Peter was surprised by the directness of her question.
‘Well, yes. I suppose I am.’
‘What . . . on the investigating side? Police? Security, that sort of thing?’
‘No,’ he replied carefully. ‘No, I’m not the police. I’m a scientist. I helped design the weapon that all the fuss is about.’
‘Oh. Oh, I see.’
Her eyes seemed to lose their concentration and she gazed vaguely into the corner of the room, puzzling whether he might be able to answer her questions.
‘Have you been under suspicion, too, then?’ she went on. ‘I mean Alec, he . . . he’s been so nervous lately. As if he was going to get blamed for everything. He said they were investigating everybody involved. You . . . you too, I suppose?’
‘Oh yes. None of us has escaped the suspicion of MI5,’ Peter said bitterly.
‘Then I suppose you must have been upset about this woman who killed herself. His secretary, Mary something or other. Alec is devastated. I heard him crying last night, and I’ve never known him do that before.’
Peter did not want to talk about Mary, but he was startled by what the woman had just said. Why should Anderson have been so affected? Mary Maclean may have been his secretary, but he had never shown any particular interest in her. Why should he be so distressed?
‘Did he talk to you about what happened?’ he asked cautiously.
‘No. He’s said nothing. But he was so upset I . . . I began to wonder if there’d been something between them!’ The corners of her mouth turned down involuntarily, betraying her unhappiness.
‘No, definitely not. I can promise you that,’ Peter reassured her. But then what was the reason for his grief?
‘And then there was something they said on the television news, about the crisis being over. That seemed to upset him even more.’
She looked at him expectantly, hoping that he might explain. But suddenly Peter had the uneasy feeling there was no time to lose: he had to get to Anderson right away.
‘I’ve just had a thought, Mrs Anderson. If the pub is not too far away, I might go and find him there. If I wait here until he gets back, it could make it a rather late night for all of us, don’t you think?’
Janet Anderson was disappointed: she had learned nothing from him. Her face took on a look of resignation.

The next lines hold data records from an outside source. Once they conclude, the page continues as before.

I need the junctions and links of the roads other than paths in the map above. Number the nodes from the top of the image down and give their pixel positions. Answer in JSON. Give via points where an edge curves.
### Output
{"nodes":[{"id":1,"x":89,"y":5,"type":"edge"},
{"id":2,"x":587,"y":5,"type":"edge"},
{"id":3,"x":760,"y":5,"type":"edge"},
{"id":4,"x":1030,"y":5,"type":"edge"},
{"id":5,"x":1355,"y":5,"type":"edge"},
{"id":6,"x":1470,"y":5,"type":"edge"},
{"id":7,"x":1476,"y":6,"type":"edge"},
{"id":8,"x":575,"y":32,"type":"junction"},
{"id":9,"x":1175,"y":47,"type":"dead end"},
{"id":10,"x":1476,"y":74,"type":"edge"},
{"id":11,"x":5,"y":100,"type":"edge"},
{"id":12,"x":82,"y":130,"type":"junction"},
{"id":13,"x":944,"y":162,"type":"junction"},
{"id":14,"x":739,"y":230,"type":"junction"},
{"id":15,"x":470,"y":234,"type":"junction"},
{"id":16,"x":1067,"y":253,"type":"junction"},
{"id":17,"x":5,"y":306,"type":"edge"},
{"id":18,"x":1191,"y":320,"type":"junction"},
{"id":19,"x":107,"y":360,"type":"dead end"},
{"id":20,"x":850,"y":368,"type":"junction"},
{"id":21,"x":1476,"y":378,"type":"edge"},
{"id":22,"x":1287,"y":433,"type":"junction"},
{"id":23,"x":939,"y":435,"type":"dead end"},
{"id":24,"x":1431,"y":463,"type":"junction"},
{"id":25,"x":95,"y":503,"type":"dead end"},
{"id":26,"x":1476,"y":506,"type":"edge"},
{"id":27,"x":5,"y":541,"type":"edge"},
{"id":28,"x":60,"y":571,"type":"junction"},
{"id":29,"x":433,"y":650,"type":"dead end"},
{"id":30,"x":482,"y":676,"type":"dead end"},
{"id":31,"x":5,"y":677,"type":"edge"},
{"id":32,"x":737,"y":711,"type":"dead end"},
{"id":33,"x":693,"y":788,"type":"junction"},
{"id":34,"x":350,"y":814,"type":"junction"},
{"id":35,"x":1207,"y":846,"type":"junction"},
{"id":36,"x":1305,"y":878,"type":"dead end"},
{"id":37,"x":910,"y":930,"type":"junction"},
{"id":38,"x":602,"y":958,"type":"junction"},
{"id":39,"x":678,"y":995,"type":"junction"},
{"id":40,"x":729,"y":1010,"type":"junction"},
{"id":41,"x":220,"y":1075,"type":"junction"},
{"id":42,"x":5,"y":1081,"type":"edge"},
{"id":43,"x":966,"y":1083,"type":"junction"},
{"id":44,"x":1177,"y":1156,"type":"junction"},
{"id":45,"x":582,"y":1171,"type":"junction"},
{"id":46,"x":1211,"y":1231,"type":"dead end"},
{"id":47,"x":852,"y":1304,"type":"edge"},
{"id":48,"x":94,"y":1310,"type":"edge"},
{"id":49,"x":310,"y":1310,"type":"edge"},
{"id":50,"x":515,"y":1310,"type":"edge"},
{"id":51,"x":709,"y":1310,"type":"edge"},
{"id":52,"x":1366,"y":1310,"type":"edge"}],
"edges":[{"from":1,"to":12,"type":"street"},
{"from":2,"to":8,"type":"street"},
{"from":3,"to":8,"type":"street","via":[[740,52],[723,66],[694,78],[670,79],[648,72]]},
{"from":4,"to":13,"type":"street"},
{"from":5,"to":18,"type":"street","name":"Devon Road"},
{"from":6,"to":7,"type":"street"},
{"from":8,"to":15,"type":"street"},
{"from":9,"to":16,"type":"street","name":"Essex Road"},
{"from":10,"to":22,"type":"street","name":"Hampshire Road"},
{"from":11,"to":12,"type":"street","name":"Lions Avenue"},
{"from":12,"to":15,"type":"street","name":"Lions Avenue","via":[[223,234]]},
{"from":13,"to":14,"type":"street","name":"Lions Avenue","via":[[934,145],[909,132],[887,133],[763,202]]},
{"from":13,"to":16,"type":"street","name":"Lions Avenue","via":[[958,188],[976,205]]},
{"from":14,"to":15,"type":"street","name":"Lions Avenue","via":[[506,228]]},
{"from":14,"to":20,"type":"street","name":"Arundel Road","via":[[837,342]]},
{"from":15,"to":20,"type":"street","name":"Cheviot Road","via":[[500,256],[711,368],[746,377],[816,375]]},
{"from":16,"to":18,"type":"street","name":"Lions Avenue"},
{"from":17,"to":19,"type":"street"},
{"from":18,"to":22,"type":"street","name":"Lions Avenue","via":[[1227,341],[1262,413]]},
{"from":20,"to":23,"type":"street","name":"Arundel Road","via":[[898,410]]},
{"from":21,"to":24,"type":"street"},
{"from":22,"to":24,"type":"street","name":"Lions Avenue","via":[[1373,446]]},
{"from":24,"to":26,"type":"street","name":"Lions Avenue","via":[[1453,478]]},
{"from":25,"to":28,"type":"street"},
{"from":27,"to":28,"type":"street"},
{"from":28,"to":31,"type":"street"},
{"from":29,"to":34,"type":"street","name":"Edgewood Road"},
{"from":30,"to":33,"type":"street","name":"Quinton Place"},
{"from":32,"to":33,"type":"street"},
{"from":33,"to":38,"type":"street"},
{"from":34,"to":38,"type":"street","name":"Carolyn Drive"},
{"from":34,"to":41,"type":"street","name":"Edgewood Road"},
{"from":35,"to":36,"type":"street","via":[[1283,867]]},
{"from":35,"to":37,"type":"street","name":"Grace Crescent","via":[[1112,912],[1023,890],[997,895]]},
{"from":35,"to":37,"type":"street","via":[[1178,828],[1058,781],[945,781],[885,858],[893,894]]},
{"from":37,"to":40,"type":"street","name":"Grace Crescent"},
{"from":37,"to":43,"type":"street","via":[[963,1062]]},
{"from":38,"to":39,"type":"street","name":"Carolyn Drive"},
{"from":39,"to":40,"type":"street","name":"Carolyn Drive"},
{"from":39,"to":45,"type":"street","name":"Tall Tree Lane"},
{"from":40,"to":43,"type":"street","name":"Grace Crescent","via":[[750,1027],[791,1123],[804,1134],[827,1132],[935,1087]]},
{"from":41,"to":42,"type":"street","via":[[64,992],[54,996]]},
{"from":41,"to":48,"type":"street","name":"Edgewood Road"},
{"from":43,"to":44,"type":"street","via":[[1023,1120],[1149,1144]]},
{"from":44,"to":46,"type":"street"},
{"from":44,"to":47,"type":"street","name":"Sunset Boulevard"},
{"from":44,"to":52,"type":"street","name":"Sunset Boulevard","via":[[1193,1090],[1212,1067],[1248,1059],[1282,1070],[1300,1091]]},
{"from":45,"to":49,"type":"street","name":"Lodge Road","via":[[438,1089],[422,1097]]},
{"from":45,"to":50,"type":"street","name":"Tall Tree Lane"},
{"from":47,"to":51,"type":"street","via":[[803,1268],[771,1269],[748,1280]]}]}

‘Well, you can try,’ she conceded, staring at the floor. ‘The pub’s called the Maid’s Head. It’s just down the bottom of the road. Turn right out of the house and keep going. You can’t miss it.’
‘All right, I’ll try there. Thank you,’ Peter smiled. ‘If I don’t find him, I’m afraid I’ll have to come back and disturb you again. I hope you won’t think me a dreadful nuisance.’
‘No,’ she shrugged, ‘I shall be here.’
She stood on the doorstep watching him as he headed down the road.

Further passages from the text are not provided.